Merge pull request #38 from dflock/post_stats

Post stats
2013-06-24 01:00:23 -07:00
parent 6cb0c1a925 f629e3b012
commit 9e4e23d36e
4 changed files with 177 additions and 0 deletions
--- a/post_stats/init.py
+++ b/post_stats/init.py
@@ -0,0 +1 @@
 from .post_stats import *
--- a/post_stats/post_stats.py
+++ b/post_stats/post_stats.py
@@ -0,0 +1,71 @@
 # -*- coding: utf-8 -*-
 """
 Post Statistics
 ========================
 This plugin calculates various statistics about a post and stores them in an article.stats dictionary:
 wc: how many words
 read_mins: how many minutes to read this article, based on 250 wpm (http://en.wikipedia.org/wiki/Words_per_minute#Reading_and_comprehension)
 word_counts: frquency count of all the words in the article; can be used for tag/word clouds/
 fi: Flesch-kincaid Index/ Reading Ease
 fk: Flesch-kincaid Grade Level
 """
 from pelican import signals
 from bs4 import BeautifulSoup
 import re
 from collections import Counter
 from .readability import *
 def calculate_stats(instance):
    if instance._content is not None:
        stats = {}
        content = instance._content
        # How fast do average people read?
        WPM = 250
        # Use BeautifulSoup to get readable/visible text
        raw_text = BeautifulSoup(content).getText()

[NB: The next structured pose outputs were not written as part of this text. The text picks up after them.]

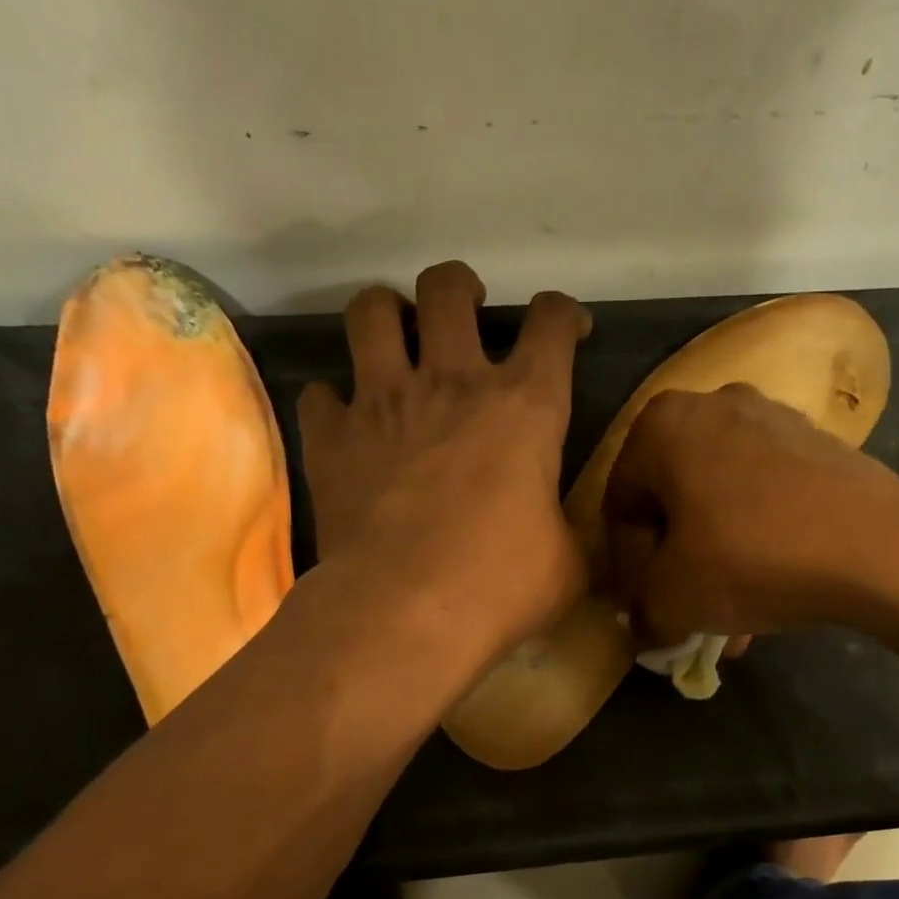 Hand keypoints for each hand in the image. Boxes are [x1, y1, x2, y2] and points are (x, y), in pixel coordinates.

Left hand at [299, 261, 591, 655]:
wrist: (406, 610)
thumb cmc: (501, 584)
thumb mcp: (567, 565)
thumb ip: (573, 536)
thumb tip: (578, 542)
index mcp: (525, 406)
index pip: (552, 324)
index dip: (565, 313)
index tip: (569, 327)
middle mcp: (453, 382)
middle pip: (448, 289)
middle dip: (460, 288)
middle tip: (464, 311)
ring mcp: (384, 402)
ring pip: (371, 312)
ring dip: (386, 314)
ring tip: (395, 338)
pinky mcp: (331, 437)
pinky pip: (320, 394)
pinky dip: (333, 402)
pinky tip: (345, 423)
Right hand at [601, 383, 898, 643]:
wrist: (878, 545)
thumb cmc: (750, 558)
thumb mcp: (672, 598)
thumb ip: (641, 609)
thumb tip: (643, 621)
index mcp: (661, 425)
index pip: (619, 505)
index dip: (626, 567)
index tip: (645, 607)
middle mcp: (712, 405)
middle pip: (672, 501)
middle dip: (675, 565)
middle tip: (684, 612)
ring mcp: (771, 418)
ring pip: (721, 503)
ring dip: (716, 561)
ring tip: (729, 618)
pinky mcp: (817, 443)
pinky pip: (765, 497)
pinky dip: (756, 542)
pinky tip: (768, 594) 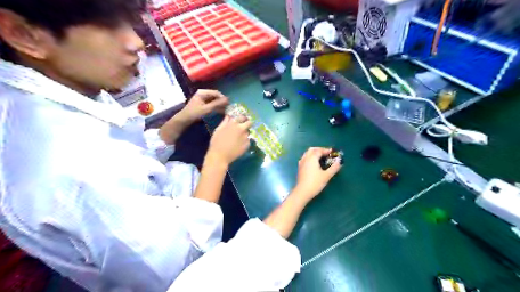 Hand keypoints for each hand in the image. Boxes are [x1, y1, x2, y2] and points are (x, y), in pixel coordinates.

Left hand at [178, 88, 227, 119]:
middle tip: (228, 108)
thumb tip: (228, 99)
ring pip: (214, 100)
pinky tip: (221, 111)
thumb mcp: (207, 109)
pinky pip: (212, 104)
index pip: (216, 93)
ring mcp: (203, 99)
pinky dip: (216, 107)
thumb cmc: (194, 113)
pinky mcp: (203, 104)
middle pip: (215, 96)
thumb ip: (217, 104)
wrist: (184, 120)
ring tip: (226, 110)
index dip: (223, 98)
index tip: (229, 104)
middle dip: (222, 102)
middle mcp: (203, 94)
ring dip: (220, 105)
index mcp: (202, 92)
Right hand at [206, 116, 252, 166]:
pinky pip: (248, 140)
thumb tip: (229, 116)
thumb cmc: (216, 142)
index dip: (242, 119)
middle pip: (249, 123)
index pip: (243, 117)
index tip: (241, 121)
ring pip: (248, 132)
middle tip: (243, 128)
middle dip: (247, 124)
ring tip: (238, 139)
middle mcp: (241, 129)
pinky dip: (245, 141)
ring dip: (245, 133)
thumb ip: (225, 122)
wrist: (220, 156)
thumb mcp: (218, 130)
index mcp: (233, 123)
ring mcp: (245, 136)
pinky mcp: (247, 144)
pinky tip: (239, 145)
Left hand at [294, 148, 343, 199]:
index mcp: (312, 158)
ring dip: (314, 153)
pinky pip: (305, 158)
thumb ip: (334, 167)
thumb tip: (339, 160)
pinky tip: (314, 163)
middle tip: (326, 153)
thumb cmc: (315, 183)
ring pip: (307, 154)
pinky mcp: (300, 168)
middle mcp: (305, 158)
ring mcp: (301, 163)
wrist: (303, 191)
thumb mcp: (327, 175)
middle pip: (312, 150)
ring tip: (321, 157)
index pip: (319, 151)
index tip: (332, 152)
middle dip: (319, 150)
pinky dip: (310, 157)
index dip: (326, 150) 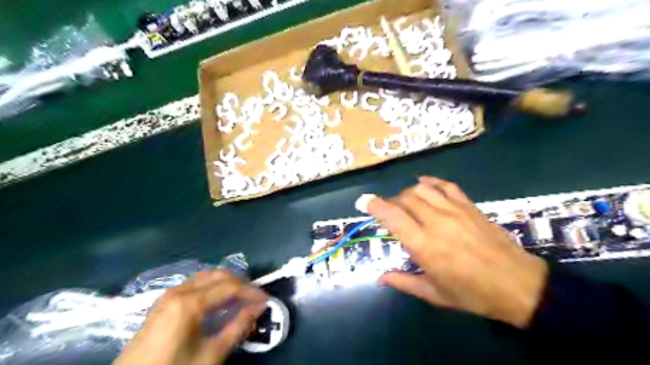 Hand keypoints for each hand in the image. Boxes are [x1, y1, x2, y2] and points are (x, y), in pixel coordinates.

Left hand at [113, 270, 267, 364]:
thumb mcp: (211, 354)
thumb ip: (238, 327)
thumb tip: (258, 308)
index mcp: (190, 303)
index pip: (230, 287)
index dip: (251, 292)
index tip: (266, 300)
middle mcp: (179, 291)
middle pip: (218, 276)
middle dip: (239, 284)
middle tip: (253, 298)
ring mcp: (168, 295)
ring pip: (205, 277)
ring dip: (225, 283)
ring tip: (238, 297)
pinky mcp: (162, 303)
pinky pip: (193, 284)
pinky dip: (210, 287)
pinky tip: (216, 300)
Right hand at [366, 176, 547, 327]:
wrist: (518, 285)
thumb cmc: (473, 294)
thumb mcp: (435, 294)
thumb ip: (404, 282)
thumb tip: (380, 278)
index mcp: (425, 246)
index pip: (393, 217)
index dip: (374, 205)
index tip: (363, 202)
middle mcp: (436, 223)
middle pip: (405, 199)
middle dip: (391, 202)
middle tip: (389, 212)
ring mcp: (454, 210)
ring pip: (422, 189)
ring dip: (408, 193)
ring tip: (406, 203)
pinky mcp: (469, 205)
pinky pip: (445, 185)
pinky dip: (431, 182)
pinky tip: (424, 184) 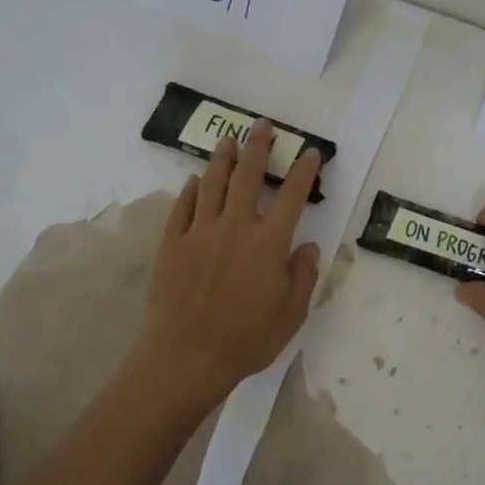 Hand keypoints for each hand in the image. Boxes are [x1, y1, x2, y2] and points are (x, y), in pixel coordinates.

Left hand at [133, 119, 321, 406]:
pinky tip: (194, 180)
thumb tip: (308, 247)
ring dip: (222, 159)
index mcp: (270, 242)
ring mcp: (200, 232)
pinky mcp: (173, 245)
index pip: (292, 196)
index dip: (304, 172)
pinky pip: (183, 208)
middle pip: (247, 176)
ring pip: (212, 184)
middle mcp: (236, 227)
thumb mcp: (292, 313)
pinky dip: (191, 190)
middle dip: (258, 148)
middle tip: (262, 126)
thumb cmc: (248, 338)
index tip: (311, 153)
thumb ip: (303, 275)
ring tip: (228, 141)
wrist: (186, 357) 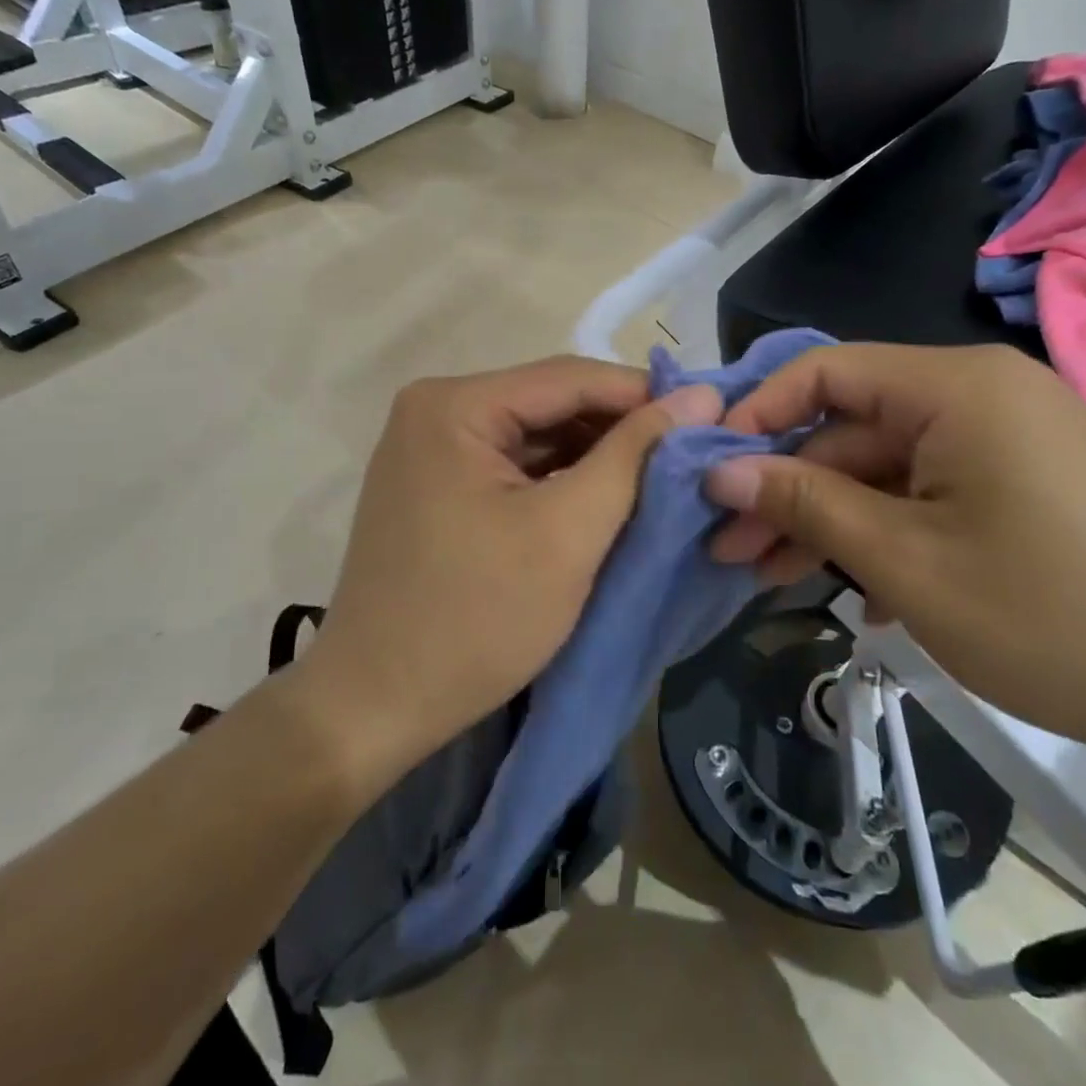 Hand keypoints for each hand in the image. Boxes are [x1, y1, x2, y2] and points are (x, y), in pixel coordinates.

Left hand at [297, 357, 720, 783]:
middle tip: (691, 456)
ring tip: (660, 480)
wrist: (376, 708)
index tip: (710, 417)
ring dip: (595, 458)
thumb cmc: (476, 617)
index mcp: (455, 405)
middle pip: (551, 404)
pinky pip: (514, 468)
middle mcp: (435, 411)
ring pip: (536, 437)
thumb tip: (701, 394)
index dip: (645, 394)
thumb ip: (635, 455)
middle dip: (621, 430)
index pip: (571, 377)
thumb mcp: (569, 531)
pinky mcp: (436, 488)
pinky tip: (605, 501)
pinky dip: (561, 482)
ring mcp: (430, 450)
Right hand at [704, 344, 1085, 770]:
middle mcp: (984, 397)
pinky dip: (889, 536)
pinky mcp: (1033, 488)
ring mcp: (1014, 443)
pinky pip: (937, 495)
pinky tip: (862, 596)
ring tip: (770, 580)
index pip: (825, 371)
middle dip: (787, 489)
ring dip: (831, 521)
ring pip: (891, 469)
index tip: (707, 470)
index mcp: (957, 388)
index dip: (757, 416)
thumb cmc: (1056, 618)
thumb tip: (722, 470)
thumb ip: (806, 503)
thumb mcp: (906, 562)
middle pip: (854, 428)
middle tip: (728, 551)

        # Process the text to remove entities
        entities = r'\&\#?.+?;'
        raw_text = raw_text.replace('&nbsp;', ' ')
        raw_text = re.sub(entities, '', raw_text)
        # Flesch-kincaid readbility stats counts sentances,
        # so save before removing punctuation
        tmp = raw_text
        # Process the text to remove punctuation
        drop = u'.,?!@#$%^&*()_+-=\|/[]{}`~:;\'\"‘’—…“”'
        raw_text = raw_text.translate(dict((ord(c), u'') for c in drop))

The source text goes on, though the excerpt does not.